INPUT section start
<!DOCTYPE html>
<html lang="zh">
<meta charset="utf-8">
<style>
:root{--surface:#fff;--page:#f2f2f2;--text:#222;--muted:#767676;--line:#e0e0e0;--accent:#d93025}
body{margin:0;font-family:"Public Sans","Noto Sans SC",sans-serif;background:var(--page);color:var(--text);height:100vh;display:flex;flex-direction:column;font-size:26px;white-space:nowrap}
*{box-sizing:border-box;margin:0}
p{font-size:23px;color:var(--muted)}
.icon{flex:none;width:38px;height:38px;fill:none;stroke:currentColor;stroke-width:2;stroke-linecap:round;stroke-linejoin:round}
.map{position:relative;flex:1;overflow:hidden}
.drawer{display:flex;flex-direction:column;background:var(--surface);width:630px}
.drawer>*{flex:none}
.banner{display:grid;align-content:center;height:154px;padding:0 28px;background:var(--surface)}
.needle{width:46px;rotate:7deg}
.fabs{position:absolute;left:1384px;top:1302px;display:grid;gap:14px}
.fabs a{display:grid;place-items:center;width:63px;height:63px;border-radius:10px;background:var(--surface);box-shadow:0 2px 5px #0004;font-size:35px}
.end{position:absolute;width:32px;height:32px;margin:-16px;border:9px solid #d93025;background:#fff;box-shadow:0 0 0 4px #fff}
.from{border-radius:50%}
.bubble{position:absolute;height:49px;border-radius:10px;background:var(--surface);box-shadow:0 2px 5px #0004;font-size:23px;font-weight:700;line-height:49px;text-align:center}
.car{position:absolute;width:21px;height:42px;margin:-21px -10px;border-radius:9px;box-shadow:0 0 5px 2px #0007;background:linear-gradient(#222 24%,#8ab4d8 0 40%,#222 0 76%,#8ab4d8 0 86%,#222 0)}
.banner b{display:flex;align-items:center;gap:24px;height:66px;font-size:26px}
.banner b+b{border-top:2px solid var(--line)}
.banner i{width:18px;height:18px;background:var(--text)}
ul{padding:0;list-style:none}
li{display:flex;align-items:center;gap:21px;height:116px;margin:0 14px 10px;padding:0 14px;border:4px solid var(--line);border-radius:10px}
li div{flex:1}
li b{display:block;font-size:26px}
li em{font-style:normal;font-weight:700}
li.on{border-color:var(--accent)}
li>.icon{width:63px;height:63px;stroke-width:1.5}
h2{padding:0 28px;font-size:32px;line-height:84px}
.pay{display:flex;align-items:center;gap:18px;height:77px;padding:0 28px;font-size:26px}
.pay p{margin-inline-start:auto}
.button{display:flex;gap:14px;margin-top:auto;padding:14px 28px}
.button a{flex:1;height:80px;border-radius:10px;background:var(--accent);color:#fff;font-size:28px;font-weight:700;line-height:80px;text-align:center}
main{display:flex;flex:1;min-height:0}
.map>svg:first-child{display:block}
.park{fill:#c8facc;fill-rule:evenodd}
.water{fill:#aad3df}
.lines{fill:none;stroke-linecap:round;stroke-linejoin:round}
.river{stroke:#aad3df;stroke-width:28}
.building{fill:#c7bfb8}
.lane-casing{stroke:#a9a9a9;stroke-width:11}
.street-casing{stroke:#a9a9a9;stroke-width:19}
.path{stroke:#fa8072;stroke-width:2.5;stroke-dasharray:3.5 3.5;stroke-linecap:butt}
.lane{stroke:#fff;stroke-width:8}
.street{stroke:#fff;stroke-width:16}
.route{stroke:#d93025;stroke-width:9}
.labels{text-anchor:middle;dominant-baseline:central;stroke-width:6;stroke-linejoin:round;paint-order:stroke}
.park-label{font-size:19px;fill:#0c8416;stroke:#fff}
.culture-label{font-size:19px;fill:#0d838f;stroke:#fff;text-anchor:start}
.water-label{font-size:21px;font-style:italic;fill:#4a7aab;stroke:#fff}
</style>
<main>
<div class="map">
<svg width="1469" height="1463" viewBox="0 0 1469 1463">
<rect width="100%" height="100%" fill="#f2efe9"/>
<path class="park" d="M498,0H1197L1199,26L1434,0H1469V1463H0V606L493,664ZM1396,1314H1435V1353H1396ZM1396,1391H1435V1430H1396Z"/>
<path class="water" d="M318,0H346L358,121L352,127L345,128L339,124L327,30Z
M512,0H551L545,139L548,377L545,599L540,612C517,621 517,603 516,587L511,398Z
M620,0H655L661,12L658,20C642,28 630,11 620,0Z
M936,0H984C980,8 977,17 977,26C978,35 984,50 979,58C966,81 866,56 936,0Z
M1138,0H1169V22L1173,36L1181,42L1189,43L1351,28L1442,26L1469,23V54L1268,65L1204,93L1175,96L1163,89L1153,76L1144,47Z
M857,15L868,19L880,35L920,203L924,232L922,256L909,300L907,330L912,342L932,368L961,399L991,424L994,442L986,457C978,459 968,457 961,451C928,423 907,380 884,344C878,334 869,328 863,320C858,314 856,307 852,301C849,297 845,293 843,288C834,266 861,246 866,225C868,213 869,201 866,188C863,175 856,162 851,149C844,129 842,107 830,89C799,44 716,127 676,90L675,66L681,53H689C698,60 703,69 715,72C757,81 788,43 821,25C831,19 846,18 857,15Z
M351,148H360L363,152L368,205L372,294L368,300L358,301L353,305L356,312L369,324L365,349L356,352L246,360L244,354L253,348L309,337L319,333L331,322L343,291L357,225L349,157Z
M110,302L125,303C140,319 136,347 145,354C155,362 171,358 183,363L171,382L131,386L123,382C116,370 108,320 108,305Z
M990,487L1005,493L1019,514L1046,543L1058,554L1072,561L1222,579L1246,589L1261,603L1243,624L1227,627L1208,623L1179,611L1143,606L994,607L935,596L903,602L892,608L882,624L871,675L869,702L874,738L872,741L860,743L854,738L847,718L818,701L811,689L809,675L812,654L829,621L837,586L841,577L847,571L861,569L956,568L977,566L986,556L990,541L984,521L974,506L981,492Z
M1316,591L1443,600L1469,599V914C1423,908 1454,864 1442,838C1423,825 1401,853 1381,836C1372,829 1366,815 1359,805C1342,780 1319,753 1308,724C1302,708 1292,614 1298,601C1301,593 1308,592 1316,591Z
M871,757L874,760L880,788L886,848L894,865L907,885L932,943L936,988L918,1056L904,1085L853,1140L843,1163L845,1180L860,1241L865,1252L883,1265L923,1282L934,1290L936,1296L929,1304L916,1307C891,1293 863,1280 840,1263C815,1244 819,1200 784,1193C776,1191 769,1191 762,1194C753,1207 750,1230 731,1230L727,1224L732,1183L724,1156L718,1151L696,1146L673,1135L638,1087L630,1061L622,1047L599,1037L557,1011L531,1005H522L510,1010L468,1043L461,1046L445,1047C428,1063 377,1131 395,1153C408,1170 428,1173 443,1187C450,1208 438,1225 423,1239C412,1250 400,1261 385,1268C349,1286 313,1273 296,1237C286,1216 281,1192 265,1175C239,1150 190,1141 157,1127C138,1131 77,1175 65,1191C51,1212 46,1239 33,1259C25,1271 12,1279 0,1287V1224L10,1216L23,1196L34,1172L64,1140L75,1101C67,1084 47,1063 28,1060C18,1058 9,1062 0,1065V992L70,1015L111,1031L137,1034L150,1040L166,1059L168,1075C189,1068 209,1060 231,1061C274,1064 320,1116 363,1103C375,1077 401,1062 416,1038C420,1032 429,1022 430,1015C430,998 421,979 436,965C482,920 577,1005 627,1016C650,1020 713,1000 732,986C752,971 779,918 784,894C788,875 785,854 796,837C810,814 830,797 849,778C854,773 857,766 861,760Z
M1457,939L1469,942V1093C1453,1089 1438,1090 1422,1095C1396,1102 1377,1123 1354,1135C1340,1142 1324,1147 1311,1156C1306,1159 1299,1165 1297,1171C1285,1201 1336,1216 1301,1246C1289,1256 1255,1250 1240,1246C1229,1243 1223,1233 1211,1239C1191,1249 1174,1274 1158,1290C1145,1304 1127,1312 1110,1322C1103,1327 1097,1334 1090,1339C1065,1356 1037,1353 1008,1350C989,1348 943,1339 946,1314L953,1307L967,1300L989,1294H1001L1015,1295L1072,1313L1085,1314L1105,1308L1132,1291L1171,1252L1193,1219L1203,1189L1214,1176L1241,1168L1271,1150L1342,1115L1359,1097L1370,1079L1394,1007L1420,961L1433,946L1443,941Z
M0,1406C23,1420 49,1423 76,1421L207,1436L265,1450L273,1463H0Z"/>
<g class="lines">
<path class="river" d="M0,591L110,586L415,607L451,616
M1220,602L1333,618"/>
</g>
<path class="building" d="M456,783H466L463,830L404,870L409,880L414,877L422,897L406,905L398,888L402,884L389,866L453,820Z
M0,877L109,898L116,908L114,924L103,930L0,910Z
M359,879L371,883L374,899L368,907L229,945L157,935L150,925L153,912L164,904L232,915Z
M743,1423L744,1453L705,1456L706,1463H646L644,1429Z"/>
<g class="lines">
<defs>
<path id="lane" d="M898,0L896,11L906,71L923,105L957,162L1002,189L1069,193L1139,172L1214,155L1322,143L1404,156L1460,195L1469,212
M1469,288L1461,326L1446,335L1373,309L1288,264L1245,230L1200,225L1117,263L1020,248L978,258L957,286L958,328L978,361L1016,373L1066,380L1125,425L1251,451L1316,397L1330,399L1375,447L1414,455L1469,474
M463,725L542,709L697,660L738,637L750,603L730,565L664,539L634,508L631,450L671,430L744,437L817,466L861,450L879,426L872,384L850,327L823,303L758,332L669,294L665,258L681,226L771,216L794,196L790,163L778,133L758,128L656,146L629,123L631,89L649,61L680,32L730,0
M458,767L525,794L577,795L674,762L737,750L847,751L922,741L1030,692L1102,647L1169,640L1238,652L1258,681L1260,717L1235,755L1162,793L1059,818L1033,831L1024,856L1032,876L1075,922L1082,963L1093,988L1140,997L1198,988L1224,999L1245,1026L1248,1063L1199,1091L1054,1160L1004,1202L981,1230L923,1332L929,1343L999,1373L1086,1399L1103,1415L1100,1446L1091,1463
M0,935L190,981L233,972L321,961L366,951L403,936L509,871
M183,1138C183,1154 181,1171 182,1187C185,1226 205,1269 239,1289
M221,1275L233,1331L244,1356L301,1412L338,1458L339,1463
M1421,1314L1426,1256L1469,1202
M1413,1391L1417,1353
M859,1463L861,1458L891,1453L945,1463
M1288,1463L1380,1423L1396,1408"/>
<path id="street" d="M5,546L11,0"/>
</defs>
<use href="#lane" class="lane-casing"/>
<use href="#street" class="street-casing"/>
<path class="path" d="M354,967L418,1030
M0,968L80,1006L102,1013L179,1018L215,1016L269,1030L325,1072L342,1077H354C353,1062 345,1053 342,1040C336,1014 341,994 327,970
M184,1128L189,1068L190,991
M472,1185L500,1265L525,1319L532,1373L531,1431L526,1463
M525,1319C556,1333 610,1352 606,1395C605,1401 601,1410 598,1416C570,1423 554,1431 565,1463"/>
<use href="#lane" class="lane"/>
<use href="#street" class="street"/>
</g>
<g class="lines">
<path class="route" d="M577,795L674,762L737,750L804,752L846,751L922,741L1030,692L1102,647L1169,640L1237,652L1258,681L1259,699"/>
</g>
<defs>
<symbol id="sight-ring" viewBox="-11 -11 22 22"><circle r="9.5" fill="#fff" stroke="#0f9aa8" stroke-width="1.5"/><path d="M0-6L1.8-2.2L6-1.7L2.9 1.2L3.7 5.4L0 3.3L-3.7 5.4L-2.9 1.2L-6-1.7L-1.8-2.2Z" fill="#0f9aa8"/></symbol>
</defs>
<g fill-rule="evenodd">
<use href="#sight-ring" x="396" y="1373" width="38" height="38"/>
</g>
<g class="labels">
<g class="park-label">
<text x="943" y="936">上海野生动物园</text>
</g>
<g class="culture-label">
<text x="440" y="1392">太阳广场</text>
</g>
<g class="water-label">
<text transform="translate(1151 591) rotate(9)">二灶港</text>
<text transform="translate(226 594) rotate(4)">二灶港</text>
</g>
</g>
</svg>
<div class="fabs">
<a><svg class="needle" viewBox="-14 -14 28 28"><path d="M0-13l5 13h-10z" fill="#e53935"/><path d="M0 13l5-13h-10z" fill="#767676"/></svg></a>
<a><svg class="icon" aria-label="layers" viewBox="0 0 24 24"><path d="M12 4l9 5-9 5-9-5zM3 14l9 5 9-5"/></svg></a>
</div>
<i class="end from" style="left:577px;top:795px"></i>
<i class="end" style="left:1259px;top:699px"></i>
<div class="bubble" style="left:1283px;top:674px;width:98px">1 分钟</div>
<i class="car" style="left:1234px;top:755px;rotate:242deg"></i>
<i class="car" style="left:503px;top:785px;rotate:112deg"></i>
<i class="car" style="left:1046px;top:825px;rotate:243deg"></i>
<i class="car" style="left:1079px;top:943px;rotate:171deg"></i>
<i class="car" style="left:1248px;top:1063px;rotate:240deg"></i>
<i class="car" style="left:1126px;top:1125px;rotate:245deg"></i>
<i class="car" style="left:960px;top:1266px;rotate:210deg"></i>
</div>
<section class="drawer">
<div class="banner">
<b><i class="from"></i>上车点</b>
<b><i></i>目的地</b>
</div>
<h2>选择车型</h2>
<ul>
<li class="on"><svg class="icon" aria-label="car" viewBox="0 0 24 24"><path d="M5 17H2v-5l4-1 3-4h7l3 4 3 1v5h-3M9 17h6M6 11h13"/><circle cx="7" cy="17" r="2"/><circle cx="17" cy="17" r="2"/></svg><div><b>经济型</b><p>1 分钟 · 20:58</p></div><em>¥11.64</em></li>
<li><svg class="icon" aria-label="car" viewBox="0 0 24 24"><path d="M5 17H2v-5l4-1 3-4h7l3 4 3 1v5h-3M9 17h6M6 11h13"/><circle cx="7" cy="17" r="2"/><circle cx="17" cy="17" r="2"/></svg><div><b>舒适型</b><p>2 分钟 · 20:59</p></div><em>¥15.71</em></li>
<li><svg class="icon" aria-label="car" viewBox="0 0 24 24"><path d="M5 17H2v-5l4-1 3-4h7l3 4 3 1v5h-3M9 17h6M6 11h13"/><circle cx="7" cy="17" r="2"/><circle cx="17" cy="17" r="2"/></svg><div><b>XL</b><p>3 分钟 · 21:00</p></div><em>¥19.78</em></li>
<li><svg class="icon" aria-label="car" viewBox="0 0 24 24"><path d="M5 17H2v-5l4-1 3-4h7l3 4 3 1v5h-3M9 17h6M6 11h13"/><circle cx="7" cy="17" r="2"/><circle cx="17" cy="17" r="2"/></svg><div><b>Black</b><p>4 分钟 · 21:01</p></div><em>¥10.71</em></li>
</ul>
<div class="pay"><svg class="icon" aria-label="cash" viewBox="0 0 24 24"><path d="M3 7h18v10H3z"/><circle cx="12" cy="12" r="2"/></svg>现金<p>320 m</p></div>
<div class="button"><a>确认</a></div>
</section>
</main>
INPUT section end
EXERCISE REQUIREMENTS. Copy out each line of the records above that includes "casing".

ANSWER.
.lane-casing{stroke:#a9a9a9;stroke-width:11}
.street-casing{stroke:#a9a9a9;stroke-width:19}
<use href="#lane" class="lane-casing"/>
<use href="#street" class="street-casing"/>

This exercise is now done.